I have no idea to start. I'm struggling so much in this class. Can someone help me out?

(a) Given that x² + y² + z² = 1, use the cauchy-schwarz inequality to find the largest possible value of the expression 2x + 3y + 6z

(b) Let A be a diagonalizable matrix, all of whose eigenvalues are either 0 or 1. Show that A² = A

thanks in advance!

If A = (2,3,6) and B = (x,y,z), then

$\displaystyle \vec A \cdot \vec B = 2x + 3y + 6z
$
is the expression you want to maximize.

Cauchy Schwarz says
$\displaystyle (\vec A \cdot \vec B)^2 <= (\vec A \cdot \vec A) (\vec B \cdot \vec B)
$

$\displaystyle B^2 = x^2 + y^2 + z^2 = 1
$
$\displaystyle A^2 = 2^2 + 3^2 + 6^2 = 49
$

so
$\displaystyle (\vec A \cdot \vec B)^2 <= 49
$

or
$\displaystyle (\vec A \cdot \vec B) <= 7
$

For the 2nd, try
$\displaystyle A = S^{-1} D S
$

$\displaystyle A^2 = S^{-1} D S S^{-1} D S = S^{-1} D^2 S = S^{-1} D S = A
$

since D has only diagonal elements 0 or 1.

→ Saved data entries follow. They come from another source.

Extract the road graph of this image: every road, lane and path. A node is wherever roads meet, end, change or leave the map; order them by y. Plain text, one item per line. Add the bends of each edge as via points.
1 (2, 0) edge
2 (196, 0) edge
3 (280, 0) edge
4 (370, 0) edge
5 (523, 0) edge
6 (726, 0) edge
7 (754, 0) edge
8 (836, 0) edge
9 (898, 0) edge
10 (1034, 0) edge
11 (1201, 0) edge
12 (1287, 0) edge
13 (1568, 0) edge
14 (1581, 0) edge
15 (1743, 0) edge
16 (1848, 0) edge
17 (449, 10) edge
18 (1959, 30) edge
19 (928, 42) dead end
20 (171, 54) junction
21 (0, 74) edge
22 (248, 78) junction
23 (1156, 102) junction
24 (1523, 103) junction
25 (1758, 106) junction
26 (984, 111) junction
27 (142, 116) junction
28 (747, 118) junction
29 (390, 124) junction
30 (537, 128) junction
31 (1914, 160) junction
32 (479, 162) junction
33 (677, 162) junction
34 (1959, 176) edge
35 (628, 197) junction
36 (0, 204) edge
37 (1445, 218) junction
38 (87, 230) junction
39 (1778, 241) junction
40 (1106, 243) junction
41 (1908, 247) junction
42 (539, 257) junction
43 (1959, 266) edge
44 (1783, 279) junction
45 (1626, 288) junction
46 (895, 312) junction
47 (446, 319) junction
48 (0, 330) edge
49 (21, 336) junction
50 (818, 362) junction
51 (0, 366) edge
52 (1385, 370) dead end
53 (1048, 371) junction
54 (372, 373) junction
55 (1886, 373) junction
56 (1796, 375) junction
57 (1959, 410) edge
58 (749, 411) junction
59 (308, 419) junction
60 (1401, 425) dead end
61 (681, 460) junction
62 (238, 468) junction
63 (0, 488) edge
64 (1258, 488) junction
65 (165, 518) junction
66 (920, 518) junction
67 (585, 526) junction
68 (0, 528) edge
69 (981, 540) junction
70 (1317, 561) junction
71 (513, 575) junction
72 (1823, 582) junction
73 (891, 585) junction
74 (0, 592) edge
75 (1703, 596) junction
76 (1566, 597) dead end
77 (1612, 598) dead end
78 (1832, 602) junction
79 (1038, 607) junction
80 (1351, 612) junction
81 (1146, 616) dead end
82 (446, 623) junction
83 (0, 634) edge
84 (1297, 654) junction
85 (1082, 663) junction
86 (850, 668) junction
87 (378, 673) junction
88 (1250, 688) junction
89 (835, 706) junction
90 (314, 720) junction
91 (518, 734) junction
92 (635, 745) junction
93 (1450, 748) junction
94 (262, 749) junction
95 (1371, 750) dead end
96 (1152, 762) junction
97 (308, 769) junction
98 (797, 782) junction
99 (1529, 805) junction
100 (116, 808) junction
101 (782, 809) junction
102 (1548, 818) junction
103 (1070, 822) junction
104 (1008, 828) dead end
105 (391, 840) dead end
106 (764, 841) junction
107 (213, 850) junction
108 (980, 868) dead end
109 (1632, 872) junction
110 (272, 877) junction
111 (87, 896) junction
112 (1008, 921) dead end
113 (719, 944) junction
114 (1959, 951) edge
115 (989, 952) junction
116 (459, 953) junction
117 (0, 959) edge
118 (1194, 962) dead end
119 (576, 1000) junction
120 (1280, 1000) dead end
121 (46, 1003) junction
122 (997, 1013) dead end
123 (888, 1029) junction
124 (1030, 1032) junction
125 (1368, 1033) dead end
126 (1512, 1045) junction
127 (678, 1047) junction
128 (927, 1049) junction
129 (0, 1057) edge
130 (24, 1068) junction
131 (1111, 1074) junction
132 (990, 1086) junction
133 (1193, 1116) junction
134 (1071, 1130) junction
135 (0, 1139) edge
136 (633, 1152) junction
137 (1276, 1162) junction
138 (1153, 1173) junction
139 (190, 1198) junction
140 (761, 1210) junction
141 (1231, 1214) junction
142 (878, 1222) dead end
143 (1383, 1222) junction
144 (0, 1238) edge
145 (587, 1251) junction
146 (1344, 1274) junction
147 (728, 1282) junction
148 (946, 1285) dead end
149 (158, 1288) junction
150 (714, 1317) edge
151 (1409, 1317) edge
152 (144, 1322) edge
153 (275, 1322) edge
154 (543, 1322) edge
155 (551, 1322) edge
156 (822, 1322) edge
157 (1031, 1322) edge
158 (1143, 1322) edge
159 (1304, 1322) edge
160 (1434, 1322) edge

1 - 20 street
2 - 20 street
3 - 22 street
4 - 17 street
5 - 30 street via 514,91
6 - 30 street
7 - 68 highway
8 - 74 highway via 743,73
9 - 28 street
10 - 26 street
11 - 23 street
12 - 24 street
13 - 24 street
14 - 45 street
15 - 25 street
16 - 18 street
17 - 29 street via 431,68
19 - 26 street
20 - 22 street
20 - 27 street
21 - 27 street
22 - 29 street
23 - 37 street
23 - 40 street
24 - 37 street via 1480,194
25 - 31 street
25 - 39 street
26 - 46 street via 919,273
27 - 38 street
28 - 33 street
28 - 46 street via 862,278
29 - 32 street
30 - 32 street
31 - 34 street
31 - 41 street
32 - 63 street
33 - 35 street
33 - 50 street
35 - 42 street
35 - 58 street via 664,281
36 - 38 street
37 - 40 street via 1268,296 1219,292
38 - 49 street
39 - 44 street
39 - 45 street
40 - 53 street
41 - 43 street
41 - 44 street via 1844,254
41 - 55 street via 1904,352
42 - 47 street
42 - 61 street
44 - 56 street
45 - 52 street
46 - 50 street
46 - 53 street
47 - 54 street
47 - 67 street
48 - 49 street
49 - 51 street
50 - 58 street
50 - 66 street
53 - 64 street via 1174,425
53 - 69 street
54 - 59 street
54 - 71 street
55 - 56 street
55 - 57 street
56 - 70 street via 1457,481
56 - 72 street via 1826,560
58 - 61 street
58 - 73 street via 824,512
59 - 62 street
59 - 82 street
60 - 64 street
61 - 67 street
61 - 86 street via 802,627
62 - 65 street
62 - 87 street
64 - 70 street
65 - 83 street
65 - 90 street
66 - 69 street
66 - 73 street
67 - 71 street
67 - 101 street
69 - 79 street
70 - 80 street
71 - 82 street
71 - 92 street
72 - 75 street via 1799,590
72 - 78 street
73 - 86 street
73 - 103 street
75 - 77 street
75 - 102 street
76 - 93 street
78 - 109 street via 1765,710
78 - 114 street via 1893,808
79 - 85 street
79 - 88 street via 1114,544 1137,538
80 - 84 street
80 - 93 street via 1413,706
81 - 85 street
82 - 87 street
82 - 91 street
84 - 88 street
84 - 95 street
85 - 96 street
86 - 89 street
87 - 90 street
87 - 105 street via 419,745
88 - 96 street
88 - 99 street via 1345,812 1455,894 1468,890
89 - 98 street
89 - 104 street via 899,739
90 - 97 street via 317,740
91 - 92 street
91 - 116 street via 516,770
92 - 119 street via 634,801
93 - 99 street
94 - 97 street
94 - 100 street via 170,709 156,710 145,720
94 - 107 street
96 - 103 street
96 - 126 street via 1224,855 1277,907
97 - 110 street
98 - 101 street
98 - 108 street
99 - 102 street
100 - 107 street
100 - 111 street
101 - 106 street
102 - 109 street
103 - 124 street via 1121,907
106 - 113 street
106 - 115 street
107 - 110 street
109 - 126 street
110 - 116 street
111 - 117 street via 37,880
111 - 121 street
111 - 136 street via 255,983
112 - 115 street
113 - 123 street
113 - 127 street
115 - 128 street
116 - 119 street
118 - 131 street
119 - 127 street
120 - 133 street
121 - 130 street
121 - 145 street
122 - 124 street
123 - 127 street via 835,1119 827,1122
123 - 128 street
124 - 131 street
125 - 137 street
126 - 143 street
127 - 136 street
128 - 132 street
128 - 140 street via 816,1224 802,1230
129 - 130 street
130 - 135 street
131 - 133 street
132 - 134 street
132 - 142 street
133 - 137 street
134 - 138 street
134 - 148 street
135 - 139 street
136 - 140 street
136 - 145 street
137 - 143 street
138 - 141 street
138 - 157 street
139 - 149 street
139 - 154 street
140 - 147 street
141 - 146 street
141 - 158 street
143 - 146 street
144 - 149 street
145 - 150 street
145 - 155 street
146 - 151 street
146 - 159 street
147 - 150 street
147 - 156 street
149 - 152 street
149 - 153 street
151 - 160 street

(b)Since A is a diagonalizable matrix, there exist invertable matrix B and diagonal matrix D( whose diagonal elements are 0 or 1), such that
$\displaystyle BAB^{-1}=D$.
since $\displaystyle D^2=D$, that is,
$\displaystyle BA^2B^{-1}=BAB^{-1}$
combined with B is invertable, gives the result.